La Federazione Russia scommette sulla moneta digitale. Infatti la banca centrale di Mosca, oltre a varare l’aumento dei tassi dall’8,5 al 12%, ha avviato la Central Bank Digital Currency. Si parte con una fase sperimentale che interessa 13 banche e non più di un milione di risparmiatori in undici città sparse nella Federazione. Prima di diffondere il rublo digitale bisogna attendere il 2025-26.

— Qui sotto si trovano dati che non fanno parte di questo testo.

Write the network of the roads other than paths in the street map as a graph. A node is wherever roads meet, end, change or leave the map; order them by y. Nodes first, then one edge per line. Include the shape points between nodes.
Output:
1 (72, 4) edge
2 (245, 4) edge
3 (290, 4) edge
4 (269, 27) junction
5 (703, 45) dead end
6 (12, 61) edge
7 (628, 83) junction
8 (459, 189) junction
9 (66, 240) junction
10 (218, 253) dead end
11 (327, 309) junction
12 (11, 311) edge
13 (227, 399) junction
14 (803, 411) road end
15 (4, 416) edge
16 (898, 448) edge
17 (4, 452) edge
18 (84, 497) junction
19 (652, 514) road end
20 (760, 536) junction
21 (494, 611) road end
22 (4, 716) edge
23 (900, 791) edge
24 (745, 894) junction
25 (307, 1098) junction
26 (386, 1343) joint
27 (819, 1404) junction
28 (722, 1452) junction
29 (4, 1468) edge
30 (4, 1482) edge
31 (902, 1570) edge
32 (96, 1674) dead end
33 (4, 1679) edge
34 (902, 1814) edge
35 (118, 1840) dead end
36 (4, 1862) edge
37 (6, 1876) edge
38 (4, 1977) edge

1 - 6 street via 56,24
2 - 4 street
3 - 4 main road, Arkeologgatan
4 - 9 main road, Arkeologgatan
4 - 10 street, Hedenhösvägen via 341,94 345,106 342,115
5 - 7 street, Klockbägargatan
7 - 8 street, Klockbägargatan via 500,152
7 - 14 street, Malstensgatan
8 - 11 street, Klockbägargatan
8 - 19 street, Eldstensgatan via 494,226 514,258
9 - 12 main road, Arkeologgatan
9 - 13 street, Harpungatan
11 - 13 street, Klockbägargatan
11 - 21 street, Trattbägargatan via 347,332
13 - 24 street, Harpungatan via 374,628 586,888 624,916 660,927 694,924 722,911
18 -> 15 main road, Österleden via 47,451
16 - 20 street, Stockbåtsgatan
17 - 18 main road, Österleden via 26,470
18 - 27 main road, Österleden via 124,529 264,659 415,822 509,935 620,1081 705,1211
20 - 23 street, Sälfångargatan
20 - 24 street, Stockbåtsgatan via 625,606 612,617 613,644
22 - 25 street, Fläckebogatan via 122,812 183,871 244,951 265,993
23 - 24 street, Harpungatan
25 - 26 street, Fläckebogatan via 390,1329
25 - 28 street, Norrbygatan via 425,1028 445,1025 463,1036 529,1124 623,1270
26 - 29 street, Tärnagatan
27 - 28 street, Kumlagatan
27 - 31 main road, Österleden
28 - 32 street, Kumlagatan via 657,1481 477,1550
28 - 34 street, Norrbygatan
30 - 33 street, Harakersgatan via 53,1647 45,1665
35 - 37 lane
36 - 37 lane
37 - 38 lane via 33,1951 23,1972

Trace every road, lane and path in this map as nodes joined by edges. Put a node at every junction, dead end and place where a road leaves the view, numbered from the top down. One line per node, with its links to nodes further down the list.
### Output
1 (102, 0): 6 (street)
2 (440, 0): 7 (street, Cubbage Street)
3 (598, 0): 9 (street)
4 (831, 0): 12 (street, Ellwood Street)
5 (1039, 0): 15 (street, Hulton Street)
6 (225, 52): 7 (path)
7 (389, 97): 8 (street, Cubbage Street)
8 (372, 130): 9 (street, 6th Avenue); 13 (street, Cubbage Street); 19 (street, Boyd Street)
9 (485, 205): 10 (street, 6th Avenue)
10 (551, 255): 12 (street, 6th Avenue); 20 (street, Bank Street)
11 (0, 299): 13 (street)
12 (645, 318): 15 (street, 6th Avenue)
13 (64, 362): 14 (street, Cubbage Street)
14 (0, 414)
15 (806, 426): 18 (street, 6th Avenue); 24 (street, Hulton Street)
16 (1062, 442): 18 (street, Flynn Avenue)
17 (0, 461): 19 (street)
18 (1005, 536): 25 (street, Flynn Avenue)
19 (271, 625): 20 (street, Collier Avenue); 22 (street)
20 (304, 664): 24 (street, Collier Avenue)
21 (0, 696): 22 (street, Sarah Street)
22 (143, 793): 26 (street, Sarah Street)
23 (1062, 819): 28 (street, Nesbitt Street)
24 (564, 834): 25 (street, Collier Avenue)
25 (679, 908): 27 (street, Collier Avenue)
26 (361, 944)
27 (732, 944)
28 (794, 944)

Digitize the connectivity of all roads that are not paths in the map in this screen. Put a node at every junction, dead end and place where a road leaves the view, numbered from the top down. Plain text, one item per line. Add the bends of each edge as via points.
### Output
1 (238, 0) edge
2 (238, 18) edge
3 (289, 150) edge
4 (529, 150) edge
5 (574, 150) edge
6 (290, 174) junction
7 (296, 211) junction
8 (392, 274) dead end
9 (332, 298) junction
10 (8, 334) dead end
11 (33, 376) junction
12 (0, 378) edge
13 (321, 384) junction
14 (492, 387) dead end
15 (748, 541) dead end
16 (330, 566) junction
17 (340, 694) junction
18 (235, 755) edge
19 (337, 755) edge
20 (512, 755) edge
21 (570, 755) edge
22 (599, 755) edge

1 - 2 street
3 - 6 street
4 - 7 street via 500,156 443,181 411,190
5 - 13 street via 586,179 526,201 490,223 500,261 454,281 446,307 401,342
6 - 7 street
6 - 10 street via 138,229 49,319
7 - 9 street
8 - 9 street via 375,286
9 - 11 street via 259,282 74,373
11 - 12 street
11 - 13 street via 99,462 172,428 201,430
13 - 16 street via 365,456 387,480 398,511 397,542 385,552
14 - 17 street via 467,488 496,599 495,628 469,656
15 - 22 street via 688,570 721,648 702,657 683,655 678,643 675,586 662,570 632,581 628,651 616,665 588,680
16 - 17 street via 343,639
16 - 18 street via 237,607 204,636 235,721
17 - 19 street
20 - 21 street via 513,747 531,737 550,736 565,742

Se uno Stato potrebbe trarre benefici da una valuta parallela, questo è la Federazione. Il rublo ha risentito beneficamente del rialzo dei tassi. Infatti era quotato a 96 dollari sul mercato di riferimento di Londra a metà giornata ma le incognite rimangono tante. Mosca sta facendo i conti con le riserve valutarie congelate (300 miliardi per due terzi in Europa e il resto in America). Inoltre il cambio è in crisi dato che le transazioni avvengono solo in rubli gonfiando la massa monetaria causando inflazione.
Una valuta digitale non è un bitcoin, perché la sua emissione è comunque soggetta a contingentamenti e controlli della banca centrale. È un modo per estendere la circolazione del denaro e arginare le cryptocurrency “private”.